The images cause global outrage.

Russia claims that the building was shielding members of Ukraine's Azov battalion.

After several failed evacuation attempts, a first convoy of 160 cars leaves through a humanitarian corridor on March 14.

Around 20,000 people manage to leave over the course of two days but hundreds of thousands remained trapped.

On March 16, a theatre sheltering hundreds of people in the centre of Mariupol, mostly women and children, is bombed.

At the time local authorities said some 300 people had died. In a report in June 2022, Amnesty International says it believed "at least a dozen people" were killed and "likely many more" in what it called a "clear war crime".

Russia denies responsibility.

On April 4, Mariupol's mayor says 90 per cent of the city has been destroyed. The streets are strewn with bodies.

According to the Ukrainian government at least 20,000 people have been killed.

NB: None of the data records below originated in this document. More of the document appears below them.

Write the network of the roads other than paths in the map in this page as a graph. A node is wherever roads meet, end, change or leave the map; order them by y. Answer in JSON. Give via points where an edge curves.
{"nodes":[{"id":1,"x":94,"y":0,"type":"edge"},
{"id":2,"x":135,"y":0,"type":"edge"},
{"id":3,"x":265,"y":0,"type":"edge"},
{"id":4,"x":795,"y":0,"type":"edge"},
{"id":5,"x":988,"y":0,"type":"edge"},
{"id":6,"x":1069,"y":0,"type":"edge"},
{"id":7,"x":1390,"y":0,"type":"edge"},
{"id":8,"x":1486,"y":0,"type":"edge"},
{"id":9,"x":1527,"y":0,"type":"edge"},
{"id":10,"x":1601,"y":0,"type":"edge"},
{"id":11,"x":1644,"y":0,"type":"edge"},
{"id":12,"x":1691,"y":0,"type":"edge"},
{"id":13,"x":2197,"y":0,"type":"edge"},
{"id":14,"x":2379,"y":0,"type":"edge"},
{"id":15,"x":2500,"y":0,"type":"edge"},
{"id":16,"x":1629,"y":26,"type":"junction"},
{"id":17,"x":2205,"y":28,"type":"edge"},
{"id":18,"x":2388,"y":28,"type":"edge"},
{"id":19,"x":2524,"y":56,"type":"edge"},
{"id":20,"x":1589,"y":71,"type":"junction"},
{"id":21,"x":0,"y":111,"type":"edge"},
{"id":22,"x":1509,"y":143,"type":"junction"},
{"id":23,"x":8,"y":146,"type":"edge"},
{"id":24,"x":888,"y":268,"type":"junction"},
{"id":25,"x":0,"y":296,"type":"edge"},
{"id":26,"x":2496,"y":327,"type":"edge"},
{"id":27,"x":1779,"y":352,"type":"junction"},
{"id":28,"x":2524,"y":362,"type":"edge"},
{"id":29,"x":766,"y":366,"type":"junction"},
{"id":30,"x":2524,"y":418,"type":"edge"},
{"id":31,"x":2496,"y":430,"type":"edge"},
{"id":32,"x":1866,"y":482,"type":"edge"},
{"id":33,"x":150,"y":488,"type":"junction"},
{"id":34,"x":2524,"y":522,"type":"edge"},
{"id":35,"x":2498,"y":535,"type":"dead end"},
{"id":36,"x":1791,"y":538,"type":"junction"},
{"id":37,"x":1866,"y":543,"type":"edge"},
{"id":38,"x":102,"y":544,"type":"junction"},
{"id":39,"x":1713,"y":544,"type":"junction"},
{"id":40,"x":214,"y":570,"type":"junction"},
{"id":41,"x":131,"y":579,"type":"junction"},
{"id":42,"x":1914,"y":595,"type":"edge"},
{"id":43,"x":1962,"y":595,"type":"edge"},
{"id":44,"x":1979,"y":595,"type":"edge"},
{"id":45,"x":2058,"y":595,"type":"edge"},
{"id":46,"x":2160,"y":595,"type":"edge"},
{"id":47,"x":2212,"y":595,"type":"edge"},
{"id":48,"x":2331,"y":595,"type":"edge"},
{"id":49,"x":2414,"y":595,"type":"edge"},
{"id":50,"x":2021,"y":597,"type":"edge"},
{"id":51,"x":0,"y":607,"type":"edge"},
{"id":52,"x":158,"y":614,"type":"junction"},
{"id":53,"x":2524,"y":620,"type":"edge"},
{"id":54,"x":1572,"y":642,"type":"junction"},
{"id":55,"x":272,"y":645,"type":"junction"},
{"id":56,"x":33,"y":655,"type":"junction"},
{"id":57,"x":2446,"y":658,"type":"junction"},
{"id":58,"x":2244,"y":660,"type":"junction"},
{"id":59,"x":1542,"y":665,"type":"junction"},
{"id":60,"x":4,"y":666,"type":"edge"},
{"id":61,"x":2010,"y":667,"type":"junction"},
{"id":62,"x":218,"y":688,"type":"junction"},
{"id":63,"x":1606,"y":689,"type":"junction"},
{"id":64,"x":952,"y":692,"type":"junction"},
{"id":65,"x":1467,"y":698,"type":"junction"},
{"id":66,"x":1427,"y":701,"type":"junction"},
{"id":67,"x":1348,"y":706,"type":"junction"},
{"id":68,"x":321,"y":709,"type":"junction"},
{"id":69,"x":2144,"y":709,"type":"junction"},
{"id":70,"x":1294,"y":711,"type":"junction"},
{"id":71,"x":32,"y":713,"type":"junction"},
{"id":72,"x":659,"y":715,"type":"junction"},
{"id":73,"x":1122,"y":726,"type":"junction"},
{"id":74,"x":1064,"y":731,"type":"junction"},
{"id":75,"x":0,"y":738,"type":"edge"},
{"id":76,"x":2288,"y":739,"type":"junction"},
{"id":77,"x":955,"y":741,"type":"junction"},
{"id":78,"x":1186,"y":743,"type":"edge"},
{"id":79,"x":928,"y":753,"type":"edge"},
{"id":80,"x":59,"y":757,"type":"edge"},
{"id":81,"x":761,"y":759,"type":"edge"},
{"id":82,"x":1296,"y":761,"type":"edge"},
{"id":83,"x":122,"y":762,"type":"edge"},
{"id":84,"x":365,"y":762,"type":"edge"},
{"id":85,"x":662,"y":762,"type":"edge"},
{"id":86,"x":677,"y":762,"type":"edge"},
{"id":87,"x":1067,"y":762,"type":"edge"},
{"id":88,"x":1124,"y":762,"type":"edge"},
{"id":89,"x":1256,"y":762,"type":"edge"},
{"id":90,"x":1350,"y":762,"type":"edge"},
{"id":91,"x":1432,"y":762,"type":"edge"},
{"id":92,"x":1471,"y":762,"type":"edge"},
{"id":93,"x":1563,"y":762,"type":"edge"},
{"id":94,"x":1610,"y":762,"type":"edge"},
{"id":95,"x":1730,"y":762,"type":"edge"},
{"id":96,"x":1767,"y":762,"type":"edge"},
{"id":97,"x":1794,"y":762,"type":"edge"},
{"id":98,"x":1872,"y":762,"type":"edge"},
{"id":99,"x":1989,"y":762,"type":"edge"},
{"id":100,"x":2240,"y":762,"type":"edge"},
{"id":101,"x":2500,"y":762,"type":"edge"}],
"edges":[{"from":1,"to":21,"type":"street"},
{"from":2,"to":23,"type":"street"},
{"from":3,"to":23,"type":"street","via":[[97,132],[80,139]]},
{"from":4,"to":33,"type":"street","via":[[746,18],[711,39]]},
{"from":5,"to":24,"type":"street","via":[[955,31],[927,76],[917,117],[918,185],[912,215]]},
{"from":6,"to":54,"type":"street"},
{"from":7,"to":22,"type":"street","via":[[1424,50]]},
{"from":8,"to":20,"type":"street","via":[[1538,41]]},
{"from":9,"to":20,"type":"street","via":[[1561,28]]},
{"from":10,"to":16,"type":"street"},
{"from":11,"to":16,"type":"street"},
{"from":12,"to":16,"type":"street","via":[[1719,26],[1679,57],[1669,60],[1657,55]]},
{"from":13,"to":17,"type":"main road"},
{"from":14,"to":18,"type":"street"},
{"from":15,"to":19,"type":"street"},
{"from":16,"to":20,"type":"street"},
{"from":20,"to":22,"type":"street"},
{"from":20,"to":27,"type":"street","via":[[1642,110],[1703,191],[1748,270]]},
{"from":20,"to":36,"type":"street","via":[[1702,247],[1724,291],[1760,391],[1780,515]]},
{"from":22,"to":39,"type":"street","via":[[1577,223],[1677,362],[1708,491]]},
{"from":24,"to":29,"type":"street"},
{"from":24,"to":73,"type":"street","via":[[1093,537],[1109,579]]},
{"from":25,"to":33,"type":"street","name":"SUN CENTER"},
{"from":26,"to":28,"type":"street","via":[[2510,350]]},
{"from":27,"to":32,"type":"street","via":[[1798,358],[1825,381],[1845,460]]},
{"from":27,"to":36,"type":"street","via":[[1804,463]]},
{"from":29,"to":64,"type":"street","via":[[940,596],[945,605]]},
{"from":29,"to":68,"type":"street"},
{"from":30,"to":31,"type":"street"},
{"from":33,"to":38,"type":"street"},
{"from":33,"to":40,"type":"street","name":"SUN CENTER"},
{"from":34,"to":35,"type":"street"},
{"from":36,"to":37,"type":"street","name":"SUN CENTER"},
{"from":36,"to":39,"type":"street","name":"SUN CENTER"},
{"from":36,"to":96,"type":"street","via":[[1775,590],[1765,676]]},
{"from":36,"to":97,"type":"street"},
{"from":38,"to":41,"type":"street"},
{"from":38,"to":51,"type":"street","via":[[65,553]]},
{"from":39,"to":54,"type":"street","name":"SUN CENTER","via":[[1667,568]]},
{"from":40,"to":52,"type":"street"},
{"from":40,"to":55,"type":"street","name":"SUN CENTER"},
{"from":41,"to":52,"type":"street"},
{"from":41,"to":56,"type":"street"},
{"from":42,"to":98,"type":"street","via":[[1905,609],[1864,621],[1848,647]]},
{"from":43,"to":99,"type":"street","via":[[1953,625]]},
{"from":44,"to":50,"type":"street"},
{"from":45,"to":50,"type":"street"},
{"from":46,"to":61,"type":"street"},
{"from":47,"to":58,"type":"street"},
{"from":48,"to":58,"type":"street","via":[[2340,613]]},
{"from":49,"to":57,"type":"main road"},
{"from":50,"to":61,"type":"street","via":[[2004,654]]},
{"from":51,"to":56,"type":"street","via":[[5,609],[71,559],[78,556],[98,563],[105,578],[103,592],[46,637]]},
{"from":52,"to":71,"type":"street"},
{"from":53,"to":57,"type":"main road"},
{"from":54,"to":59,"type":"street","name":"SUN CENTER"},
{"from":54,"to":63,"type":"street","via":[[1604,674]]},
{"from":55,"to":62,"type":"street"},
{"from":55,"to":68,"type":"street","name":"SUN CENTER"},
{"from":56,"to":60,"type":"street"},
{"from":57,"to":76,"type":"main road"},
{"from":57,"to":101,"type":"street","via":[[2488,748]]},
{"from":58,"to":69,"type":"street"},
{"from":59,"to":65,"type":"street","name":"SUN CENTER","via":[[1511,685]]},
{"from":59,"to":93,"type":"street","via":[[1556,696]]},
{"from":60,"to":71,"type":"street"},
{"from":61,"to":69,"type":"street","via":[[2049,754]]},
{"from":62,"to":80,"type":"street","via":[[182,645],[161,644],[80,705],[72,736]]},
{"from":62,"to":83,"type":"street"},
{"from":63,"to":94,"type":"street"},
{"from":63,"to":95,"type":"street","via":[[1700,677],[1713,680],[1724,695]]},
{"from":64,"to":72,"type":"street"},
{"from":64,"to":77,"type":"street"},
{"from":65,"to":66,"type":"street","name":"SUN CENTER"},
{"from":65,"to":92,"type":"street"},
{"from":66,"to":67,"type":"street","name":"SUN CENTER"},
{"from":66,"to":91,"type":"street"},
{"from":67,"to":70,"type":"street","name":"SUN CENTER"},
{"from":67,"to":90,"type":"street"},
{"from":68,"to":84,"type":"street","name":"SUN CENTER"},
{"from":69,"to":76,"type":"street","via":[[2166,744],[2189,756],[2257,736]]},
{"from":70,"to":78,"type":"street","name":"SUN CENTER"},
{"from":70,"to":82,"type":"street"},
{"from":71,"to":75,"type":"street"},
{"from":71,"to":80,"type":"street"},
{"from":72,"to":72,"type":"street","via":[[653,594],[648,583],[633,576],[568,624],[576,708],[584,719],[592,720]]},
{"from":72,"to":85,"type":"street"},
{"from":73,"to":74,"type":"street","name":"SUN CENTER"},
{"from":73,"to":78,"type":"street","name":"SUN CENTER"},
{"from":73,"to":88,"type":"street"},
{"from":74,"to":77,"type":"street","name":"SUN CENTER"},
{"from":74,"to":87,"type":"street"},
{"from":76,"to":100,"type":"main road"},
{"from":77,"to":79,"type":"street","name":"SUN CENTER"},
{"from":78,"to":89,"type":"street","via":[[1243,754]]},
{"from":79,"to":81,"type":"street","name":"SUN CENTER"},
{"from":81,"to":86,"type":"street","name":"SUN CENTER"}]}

A week later, Ukrainian troops say they are preparing for a "last battle" at the sprawling Azovstal steelworks.

Over the following week, Russia issues a string of ultimatums to the troops holed up in the plant to give themselves up but they refuse.

On April 21, Russian President Vladimir Putin proclaims the "liberation" of Mariupol and orders his troops to besiege Azovstal.

In early May, hundreds of women, children and the elderly sheltering in the plant are evacuated.

On May 17, Ukraine announces that more than 260 of its soldiers, some seriously wounded, have surrendered.

Over the next four days, the rest follow.

Ukrainian President Volodymyr Zelensky praises the troops as "heroes" and says the priority now is to save their lives.

On May 20, the Russian army announces that the last of 2,439 troops have surrendered. They are taken to prisons in the Donetsk region.